Skeletal landmark data
= Beginning of Section =

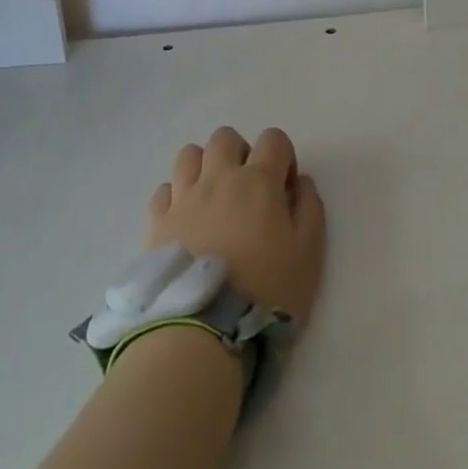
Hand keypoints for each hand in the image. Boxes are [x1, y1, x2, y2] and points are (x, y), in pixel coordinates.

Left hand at [148, 127, 325, 322]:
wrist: (202, 331)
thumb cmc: (265, 291)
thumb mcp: (308, 254)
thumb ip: (310, 209)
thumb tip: (300, 182)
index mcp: (258, 181)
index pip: (273, 139)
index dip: (283, 157)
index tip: (284, 189)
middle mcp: (218, 178)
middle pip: (226, 138)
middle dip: (241, 153)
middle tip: (248, 190)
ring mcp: (183, 198)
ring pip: (190, 154)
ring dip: (205, 167)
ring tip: (213, 198)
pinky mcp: (157, 222)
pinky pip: (164, 189)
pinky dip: (177, 196)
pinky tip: (186, 220)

= End of Section =

Return an exact transcription of the entries above, excluding each image.

RESULT OF THE TASK:
Hand keypoints for each hand in the image. Boxes are [x1, y1, x2, y2] and points are (x, y), in pixel coordinates.

Left hand at [148, 127, 325, 322]:
wrist: (202, 331)
thumb cmc: (265, 291)
thumb mcp: (308, 254)
thumb ip: (310, 209)
thumb tip: (300, 182)
index mcp: (258, 181)
index pip: (273, 139)
index dip: (283, 157)
index tip: (284, 189)
middle mcp: (218, 178)
middle pip: (226, 138)
middle dip: (241, 153)
middle tip: (248, 190)
ring mcp: (183, 198)
ring pip: (190, 154)
ring dip: (205, 167)
ring tip: (213, 198)
pinky mcp: (157, 222)
pinky pip: (164, 189)
pinky dip: (177, 196)
pinky tip: (186, 220)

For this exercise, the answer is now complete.